#### Problem description
Transcribe the data as written, minus images.

#### Collected data

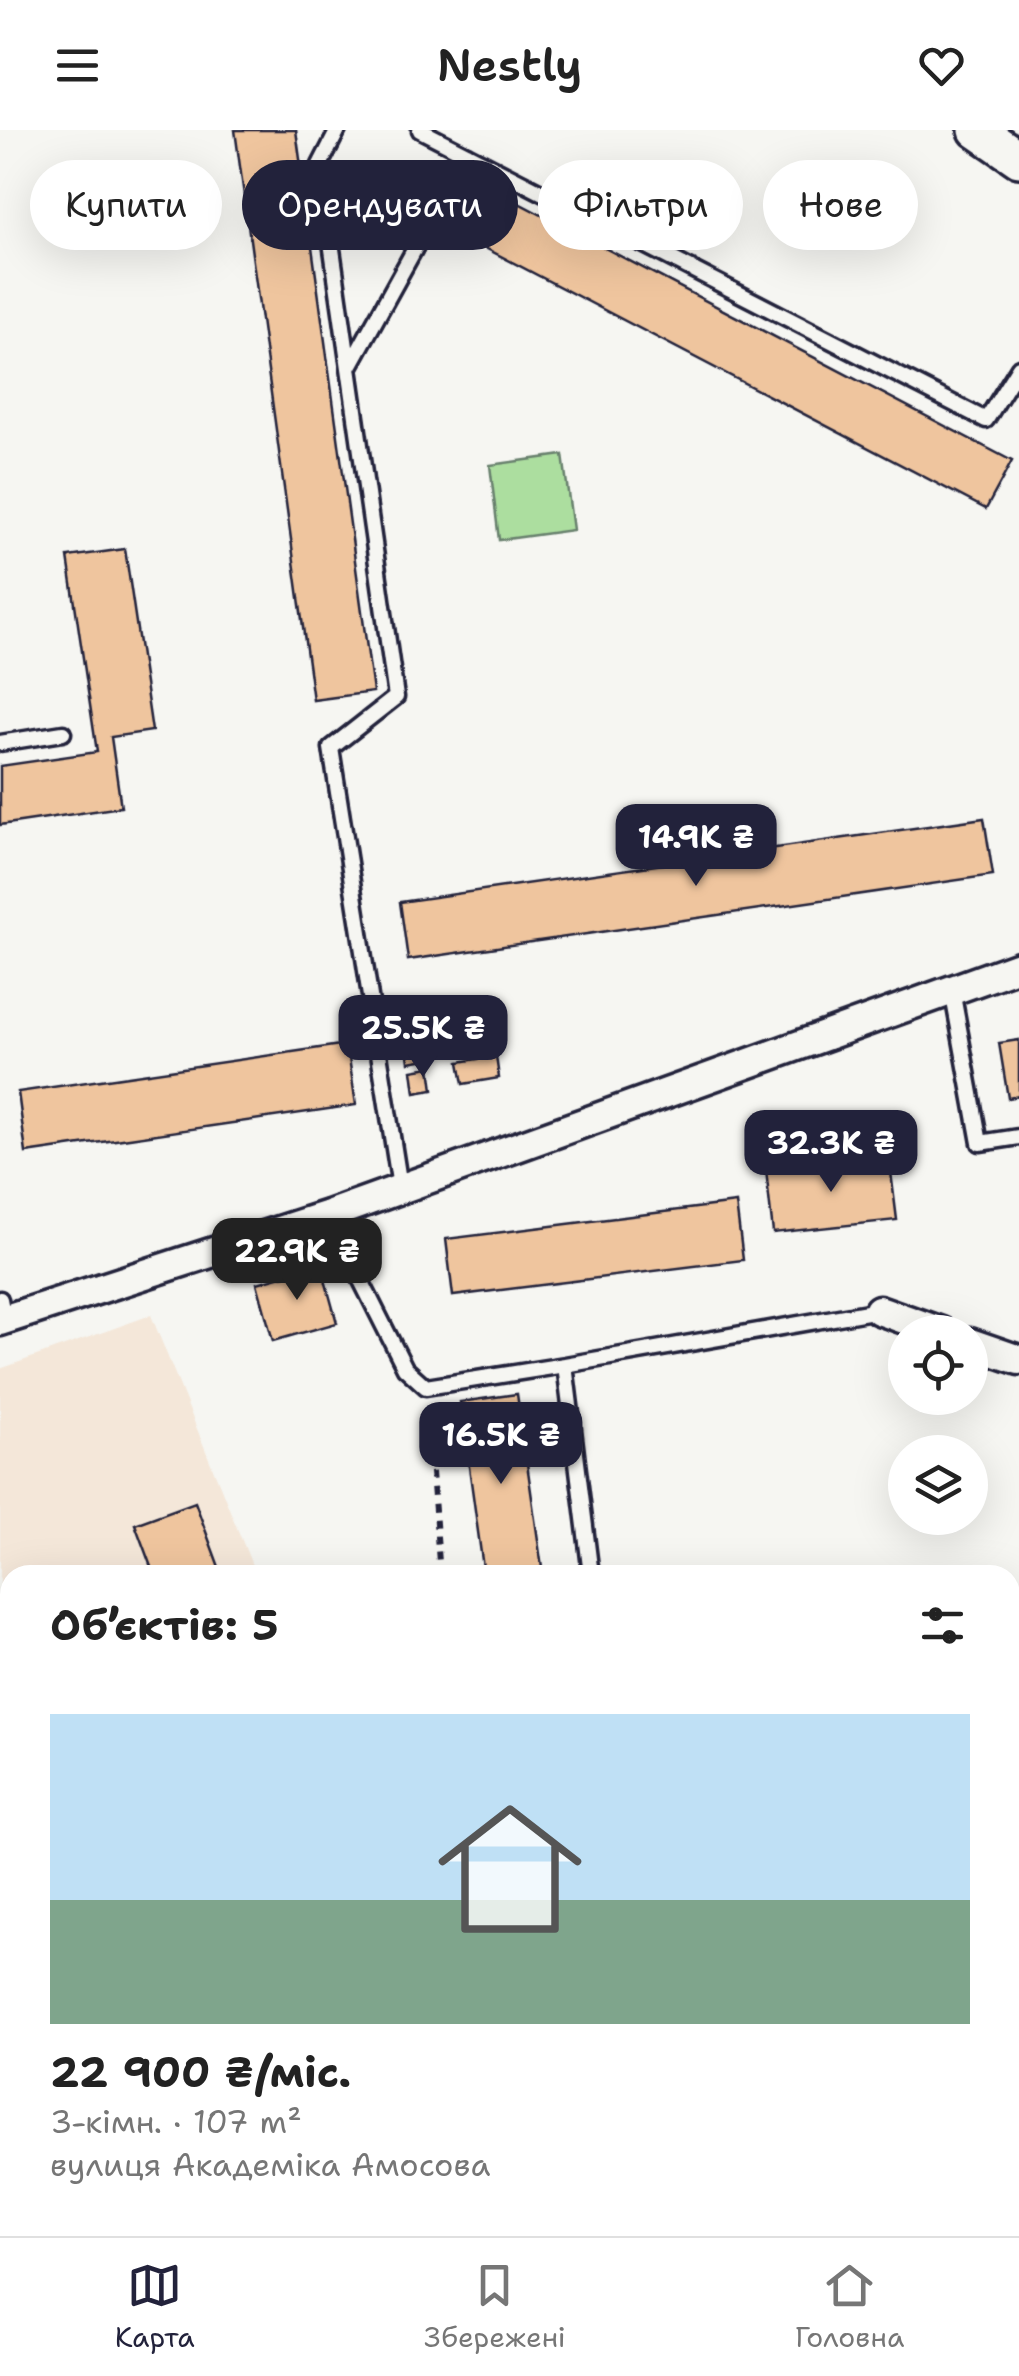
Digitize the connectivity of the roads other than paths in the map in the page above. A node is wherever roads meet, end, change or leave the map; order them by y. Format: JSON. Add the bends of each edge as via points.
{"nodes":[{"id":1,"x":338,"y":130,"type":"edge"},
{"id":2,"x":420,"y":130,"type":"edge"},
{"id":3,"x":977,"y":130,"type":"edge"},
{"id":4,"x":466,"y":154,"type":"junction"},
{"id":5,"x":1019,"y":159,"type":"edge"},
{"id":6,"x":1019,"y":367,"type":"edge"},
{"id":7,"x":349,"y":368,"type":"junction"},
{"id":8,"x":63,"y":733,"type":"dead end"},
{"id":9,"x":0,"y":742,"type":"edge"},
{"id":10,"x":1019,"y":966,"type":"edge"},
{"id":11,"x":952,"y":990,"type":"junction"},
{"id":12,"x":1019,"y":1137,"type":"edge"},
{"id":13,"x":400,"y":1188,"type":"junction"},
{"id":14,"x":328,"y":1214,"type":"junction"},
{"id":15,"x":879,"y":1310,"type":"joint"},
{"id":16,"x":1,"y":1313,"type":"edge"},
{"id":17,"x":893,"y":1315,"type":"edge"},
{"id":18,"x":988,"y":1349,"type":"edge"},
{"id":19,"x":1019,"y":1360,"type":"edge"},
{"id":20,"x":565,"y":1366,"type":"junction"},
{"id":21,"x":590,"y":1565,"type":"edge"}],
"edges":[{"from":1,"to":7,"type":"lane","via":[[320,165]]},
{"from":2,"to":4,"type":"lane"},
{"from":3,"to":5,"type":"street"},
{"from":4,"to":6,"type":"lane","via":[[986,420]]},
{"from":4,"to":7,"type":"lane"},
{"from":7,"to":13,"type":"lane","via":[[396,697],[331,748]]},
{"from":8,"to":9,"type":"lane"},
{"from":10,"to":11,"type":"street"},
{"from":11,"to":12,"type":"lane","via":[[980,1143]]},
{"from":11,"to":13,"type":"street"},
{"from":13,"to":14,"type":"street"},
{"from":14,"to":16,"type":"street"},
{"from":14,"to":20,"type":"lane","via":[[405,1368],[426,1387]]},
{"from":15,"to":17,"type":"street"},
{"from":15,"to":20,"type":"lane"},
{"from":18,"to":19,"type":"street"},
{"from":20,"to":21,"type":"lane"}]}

#### Answer to this problem
Digitize the connectivity of the roads other than paths in the map in the page above. A node is wherever roads meet, end, change or leave the map; order them by y. Format: JSON. Add the bends of each edge as via points.
{"nodes":[{"id":1,"x":338,"y":130,"type":"edge"},
{"id":2,"x":420,"y":130,"type":"edge"},
{"id":3,"x":977,"y":130,"type":"edge"},
{"id":4,"x":466,"y":154,"type":"junction"},
{"id":5,"x":1019,"y":159,"type":"edge"},
{"id":6,"x":1019,"y":367,"type":"edge"},
{"id":7,"x":349,"y":368,"type":"junction"},
{"id":8,"x":63,"y":733,"type":"dead end"},
{"id":9,"x":0,"y":742,"type":"edge"},
{"id":10,"x":1019,"y":966,"type":"edge"},
{"id":11,"x":952,"y":990,"type":"junction"},
{"id":12,"x":1019,"y":1137,"type":"edge"},
{"id":13,"x":400,"y":1188,"type":"junction"},
{"id":14,"x":328,"y":1214,"type":"junction"},
{"id":15,"x":879,"y":1310,"type":"joint"},
{"id":16,"x":1,"y":1313,"type":"edge"},
{"id":17,"x":893,"y":1315,"type":"edge"},
{"id":18,"x":988,"y":1349,"type":"edge"},
{"id":19,"x":1019,"y":1360,"type":"edge"},
{"id":20,"x":565,"y":1366,"type":"junction"},
{"id":21,"x":590,"y":1565,"type":"edge"}],
"edges":[{"from":1,"to":7,"type":"lane","via":[[320,165]]},
{"from":2,"to":4,"type":"lane"},
{"from":3,"to":5,"type":"street"},
{"from":4,"to":6,"type":"lane","via":[[986,420]]},
{"from":4,"to":7,"type":"lane"},
{"from":7,"to":13,"type":"lane","via":[[396,697],[331,748]]},
{"from":8,"to":9,"type":"lane"},
{"from":10,"to":11,"type":"street"},
{"from":11,"to":12,"type":"lane","via":[[980,1143]]},
{"from":11,"to":13,"type":"street"},
{"from":13,"to":14,"type":"street"},
{"from":14,"to":16,"type":"street"},
{"from":14,"to":20,"type":"lane","via":[[405,1368],[426,1387]]},
{"from":15,"to":17,"type":"street"},
{"from":15,"to":20,"type":"lane"},
{"from":18,"to":19,"type":"street"},
{"from":20,"to":21,"type":"lane"}]}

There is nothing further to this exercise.